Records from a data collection
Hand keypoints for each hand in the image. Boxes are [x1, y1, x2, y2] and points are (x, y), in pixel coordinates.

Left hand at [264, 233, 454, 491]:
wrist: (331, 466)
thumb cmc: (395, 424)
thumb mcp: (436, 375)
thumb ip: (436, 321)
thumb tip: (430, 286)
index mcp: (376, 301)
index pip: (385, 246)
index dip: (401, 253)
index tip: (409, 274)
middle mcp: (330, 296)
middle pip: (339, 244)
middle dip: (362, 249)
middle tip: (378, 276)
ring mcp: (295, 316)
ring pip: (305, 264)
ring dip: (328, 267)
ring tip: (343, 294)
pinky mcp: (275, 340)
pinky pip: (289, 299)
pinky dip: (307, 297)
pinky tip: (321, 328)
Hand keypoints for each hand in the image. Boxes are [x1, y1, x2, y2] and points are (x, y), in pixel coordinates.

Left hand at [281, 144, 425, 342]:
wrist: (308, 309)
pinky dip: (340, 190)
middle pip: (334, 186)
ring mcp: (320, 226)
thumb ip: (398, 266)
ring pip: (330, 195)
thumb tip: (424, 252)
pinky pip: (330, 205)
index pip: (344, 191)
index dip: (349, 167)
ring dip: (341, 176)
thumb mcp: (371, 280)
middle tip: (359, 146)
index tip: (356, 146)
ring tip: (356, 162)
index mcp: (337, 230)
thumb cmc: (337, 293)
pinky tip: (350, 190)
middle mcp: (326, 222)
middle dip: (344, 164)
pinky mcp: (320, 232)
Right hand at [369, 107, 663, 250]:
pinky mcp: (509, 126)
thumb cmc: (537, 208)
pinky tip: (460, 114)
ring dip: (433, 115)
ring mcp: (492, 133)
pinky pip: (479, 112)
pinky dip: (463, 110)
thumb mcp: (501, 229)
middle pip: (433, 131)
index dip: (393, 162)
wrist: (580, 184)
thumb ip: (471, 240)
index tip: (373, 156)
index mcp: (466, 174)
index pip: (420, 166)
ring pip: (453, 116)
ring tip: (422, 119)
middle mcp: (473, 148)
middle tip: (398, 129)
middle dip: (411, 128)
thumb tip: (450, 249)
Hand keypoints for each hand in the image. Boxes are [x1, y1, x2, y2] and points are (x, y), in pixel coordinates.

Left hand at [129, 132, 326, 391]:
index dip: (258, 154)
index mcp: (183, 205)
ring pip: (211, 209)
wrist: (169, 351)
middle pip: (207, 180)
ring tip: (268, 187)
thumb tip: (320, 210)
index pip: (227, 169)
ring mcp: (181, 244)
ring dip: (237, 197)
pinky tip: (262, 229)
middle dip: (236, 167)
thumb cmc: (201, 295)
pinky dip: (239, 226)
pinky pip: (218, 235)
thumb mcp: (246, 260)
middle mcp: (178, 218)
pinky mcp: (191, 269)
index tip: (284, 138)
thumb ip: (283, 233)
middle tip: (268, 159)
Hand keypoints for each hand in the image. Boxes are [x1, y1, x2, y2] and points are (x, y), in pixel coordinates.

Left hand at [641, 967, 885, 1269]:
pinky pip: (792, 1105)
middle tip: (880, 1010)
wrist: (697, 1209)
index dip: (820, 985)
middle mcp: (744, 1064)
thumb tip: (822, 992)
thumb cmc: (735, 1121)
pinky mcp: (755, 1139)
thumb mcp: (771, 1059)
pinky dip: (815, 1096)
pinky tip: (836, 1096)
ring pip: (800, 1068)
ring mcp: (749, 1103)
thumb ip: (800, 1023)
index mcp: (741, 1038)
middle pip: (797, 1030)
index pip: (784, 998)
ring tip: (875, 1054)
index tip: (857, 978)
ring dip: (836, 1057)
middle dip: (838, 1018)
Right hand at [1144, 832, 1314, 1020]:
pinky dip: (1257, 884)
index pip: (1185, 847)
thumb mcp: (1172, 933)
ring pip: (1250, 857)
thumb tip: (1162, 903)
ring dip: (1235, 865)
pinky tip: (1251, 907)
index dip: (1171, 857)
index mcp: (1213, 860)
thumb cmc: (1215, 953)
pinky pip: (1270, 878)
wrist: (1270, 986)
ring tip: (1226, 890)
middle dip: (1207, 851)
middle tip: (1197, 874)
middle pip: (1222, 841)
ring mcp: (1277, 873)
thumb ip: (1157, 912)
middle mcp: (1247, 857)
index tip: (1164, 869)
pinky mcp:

Activity:
Exactly and only the lines from the line containing "pinky pip: (1270, 878)" through the last line of the entries should be copied, both ends included.

Answer box:
pinky pip: (1270, 878)
wrist: (1270, 986)
ring tip: (1226, 890)
middle dip: (1207, 851)
middle tip: (1197, 874)
middle pip: (1222, 841)
ring mcp: (1277, 873)
thumb ip: (1157, 912)
middle mcp: (1247, 857)
index tip: (1164, 869)
pinky mcp:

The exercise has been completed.